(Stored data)
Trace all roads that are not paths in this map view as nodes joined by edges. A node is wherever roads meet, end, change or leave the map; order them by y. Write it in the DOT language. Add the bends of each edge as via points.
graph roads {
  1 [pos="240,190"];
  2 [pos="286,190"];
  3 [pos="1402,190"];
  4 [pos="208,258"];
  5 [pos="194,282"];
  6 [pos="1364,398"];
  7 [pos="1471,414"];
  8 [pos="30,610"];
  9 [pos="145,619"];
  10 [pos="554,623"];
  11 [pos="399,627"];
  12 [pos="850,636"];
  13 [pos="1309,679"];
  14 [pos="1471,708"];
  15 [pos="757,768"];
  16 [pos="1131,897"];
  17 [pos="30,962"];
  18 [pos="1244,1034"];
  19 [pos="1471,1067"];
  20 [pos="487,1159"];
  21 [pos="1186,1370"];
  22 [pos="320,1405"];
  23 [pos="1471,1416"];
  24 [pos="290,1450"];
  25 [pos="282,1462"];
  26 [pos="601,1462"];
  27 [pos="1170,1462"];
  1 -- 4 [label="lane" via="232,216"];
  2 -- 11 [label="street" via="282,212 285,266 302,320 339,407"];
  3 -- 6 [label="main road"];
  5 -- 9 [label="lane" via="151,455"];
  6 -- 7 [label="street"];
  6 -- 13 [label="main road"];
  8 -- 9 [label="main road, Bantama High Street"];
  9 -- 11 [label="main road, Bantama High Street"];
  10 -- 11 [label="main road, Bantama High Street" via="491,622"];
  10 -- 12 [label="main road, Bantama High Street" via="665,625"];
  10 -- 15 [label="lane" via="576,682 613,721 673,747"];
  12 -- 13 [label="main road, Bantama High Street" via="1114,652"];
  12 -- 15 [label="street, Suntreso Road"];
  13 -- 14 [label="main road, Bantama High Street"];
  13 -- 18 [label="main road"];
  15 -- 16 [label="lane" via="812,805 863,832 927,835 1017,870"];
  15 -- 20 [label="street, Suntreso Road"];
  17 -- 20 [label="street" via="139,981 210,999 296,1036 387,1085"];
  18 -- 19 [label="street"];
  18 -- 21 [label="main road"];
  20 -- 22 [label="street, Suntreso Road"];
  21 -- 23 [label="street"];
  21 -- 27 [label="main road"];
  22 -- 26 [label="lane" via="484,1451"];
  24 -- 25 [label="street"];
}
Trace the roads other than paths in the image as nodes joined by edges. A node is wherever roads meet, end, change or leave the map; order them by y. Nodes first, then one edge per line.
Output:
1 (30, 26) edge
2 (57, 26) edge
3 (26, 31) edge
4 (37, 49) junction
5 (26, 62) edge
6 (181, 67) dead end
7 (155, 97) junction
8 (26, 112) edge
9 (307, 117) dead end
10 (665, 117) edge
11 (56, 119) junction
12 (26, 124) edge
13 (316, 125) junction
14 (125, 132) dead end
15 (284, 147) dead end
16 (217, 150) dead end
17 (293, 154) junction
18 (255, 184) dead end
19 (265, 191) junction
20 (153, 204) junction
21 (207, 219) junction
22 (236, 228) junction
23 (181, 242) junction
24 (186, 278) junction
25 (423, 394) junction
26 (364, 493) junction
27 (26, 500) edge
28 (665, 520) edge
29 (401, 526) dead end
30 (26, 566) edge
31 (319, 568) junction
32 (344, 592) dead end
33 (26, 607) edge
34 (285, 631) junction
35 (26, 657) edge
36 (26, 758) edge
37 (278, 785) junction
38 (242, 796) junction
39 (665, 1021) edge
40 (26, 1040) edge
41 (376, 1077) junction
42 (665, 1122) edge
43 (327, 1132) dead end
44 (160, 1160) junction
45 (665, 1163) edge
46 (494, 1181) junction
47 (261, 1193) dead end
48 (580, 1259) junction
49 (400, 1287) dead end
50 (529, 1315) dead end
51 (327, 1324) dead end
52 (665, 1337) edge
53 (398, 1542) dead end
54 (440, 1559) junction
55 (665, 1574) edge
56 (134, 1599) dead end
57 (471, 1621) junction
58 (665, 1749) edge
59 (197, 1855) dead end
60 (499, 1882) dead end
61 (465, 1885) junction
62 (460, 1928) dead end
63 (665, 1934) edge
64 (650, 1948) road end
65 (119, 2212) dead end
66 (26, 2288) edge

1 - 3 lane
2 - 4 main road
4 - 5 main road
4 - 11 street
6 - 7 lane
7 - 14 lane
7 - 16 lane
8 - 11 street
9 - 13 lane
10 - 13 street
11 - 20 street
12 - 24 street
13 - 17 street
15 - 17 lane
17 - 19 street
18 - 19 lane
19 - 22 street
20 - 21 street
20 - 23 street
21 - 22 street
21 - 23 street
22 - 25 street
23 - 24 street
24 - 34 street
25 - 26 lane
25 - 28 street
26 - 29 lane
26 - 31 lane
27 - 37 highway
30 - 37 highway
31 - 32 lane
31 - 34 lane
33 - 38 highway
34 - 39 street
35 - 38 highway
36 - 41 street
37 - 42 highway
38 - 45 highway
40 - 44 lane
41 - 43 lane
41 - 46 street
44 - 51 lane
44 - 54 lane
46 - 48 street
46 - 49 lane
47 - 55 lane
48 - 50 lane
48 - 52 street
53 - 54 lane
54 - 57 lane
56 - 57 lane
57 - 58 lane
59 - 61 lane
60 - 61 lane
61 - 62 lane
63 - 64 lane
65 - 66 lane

YOUR OBJECTIVE: Every record shown above should appear again in your answer, unchanged.

THE COMPLETED TASK:
Trace all roads that are not paths in this map view as nodes joined by edges. A node is wherever roads meet, end, change or leave the map; order them by y. Write it in the DOT language. Add the bends of each edge as via points.
graph roads {
  1 [pos="240,190"];
  2 [pos="286,190"];
  3 [pos="1402,190"];
  4 [pos="208,258"];
  5 [pos="194,282"];
  6 [pos="1364,398"];
  7 [pos="1471,414"];
  8 [pos="30,610"];
  9 [pos="145,619"];
  10 [pos="554,623"];
  11 [pos="399,627"];
  12 [pos="850,636"];
  13 [pos="1309,679"];
  14 [pos="1471,708"];
  15 [pos="757,768"];
  16 [pos="1131,897"];
  17 [pos="30,962"];
  18 [pos="1244,1034"];
  19 [pos="1471,1067"];
  20 [pos="487,1159"];
  21 [pos="1186,1370"];
  22 [pos="320,1405"];
  23 [pos="1471,1416"];
  24 [pos="290,1450"];
  25 [pos="282,1462"];
  26 [pos="601,1462"];
  27 [pos="1170,1462"];
  1 -- 4 [label="lane" via="232,216"];
  2 -- 11 [label="street" via="282,212 285,266 302,320 339,407"];
  3 -- 6 [label="main road"];
  5 -- 9 [label="lane" via="151,455"];
  6 -- 7 [label="street"];
  6 -- 13 [label="main road"];
  8 -- 9 [label="main road, Bantama High Street"];
  9 -- 11 [label="main road, Bantama High Street"];
  10 -- 11 [label="main road, Bantama High Street" via="491,622"];
  10 -- 12 [label="main road, Bantama High Street" via="665,625"];
  10 -- 15 [label="lane" via="576,682 613,721 673,747"];
  12 -- 13 [label="main road, Bantama High Street" via="1114,652"];
  12 -- 15 [label="street, Suntreso Road"];
  13 -- 14 [label="main road, Bantama High Street"];
  13 -- 18 [label="main road"];
  15 -- 16 [label="lane" via="812,805 863,832 927,835 1017,870"];
  15 -- 20 [label="street, Suntreso Road"];
  17 -- 20 [label="street" via="139,981 210,999 296,1036 387,1085"];
  18 -- 19 [label="street"];
  18 -- 21 [label="main road"];
  20 -- 22 [label="street, Suntreso Road"];
  21 -- 23 [label="street"];
  21 -- 27 [label="main road"];
  22 -- 26 [label="lane" via="484,1451"];
  24 -- 25 [label="street"];
}
Trace the roads other than paths in the image as nodes joined by edges. A node is wherever roads meet, end, change or leave the map; order them by y. Nodes first, then one edge per line.
Output:
1 (30, 26) edge
2 (57, 26) edge
3 (26, 31) edge
4 (37, 49) junction
5 (26, 62) edge
6 (181, 67) dead end
7 (155, 97) junction
8 (26, 112) edge
9 (307, 117) dead end
10 (665, 117) edge
11 (56, 119) junction
12 (26, 124) edge
13 (316, 125) junction
14 (125, 132) dead end
15 (284, 147) dead end
16 (217, 150) dead end
17 (293, 154) junction
18 (255, 184) dead end
19 (265, 191) junction
20 (153, 204) junction
21 (207, 219) junction
22 (236, 228) junction
23 (181, 242) junction
24 (186, 278) junction
25 (423, 394) junction
26 (364, 493) junction
27 (26, 500) edge
28 (665, 520) edge
29 (401, 526) dead end
30 (26, 566) edge
31 (319, 568) junction
32 (344, 592) dead end
33 (26, 607) edge
34 (285, 631) junction
35 (26, 657) edge
36 (26, 758) edge
37 (278, 785) junction
38 (242, 796) junction
39 (665, 1021) edge
40 (26, 1040) edge
41 (376, 1077) junction
42 (665, 1122) edge
43 (327, 1132) dead end
44 (160, 1160) junction
45 (665, 1163) edge
46 (494, 1181) junction
47 (261, 1193) dead end
48 (580, 1259) junction
49 (400, 1287) dead end
50 (529, 1315) dead end
51 (327, 1324) dead end
52 (665, 1337) edge
53 (398, 1542) dead end
54 (440, 1559) junction
55 (665, 1574) edge
56 (134, 1599) dead end
57 (471, 1621) junction
58 (665, 1749) edge
59 (197, 1855) dead end
60 (499, 1882) dead end
61 (465, 1885) junction
62 (460, 1928) dead end
63 (665, 1934) edge
64 (650, 1948) road end
65 (119, 2212) dead end
66 (26, 2288) edge

1 - 3 lane
2 - 4 main road
4 - 5 main road
4 - 11 street
6 - 7 lane
7 - 14 lane
7 - 16 lane
8 - 11 street
9 - 13 lane
10 - 13 street
11 - 20 street
12 - 24 street
13 - 17 street
15 - 17 lane
17 - 19 street
18 - 19 lane
19 - 22 street
20 - 21 street
20 - 23 street
21 - 22 street
21 - 23 street
22 - 25 street
23 - 24 street
24 - 34 street
25 - 26 lane
25 - 28 street
26 - 29 lane
26 - 31 lane
27 - 37 highway
30 - 37 highway
31 - 32 lane
31 - 34 lane
33 - 38 highway
34 - 39 street
35 - 38 highway
36 - 41 street
37 - 42 highway
38 - 45 highway
40 - 44 lane
41 - 43 lane
41 - 46 street
44 - 51 lane
44 - 54 lane
46 - 48 street
46 - 49 lane
47 - 55 lane
48 - 50 lane
48 - 52 street
53 - 54 lane
54 - 57 lane
56 - 57 lane
57 - 58 lane
59 - 61 lane
60 - 61 lane
61 - 62 lane
63 - 64 lane
65 - 66 lane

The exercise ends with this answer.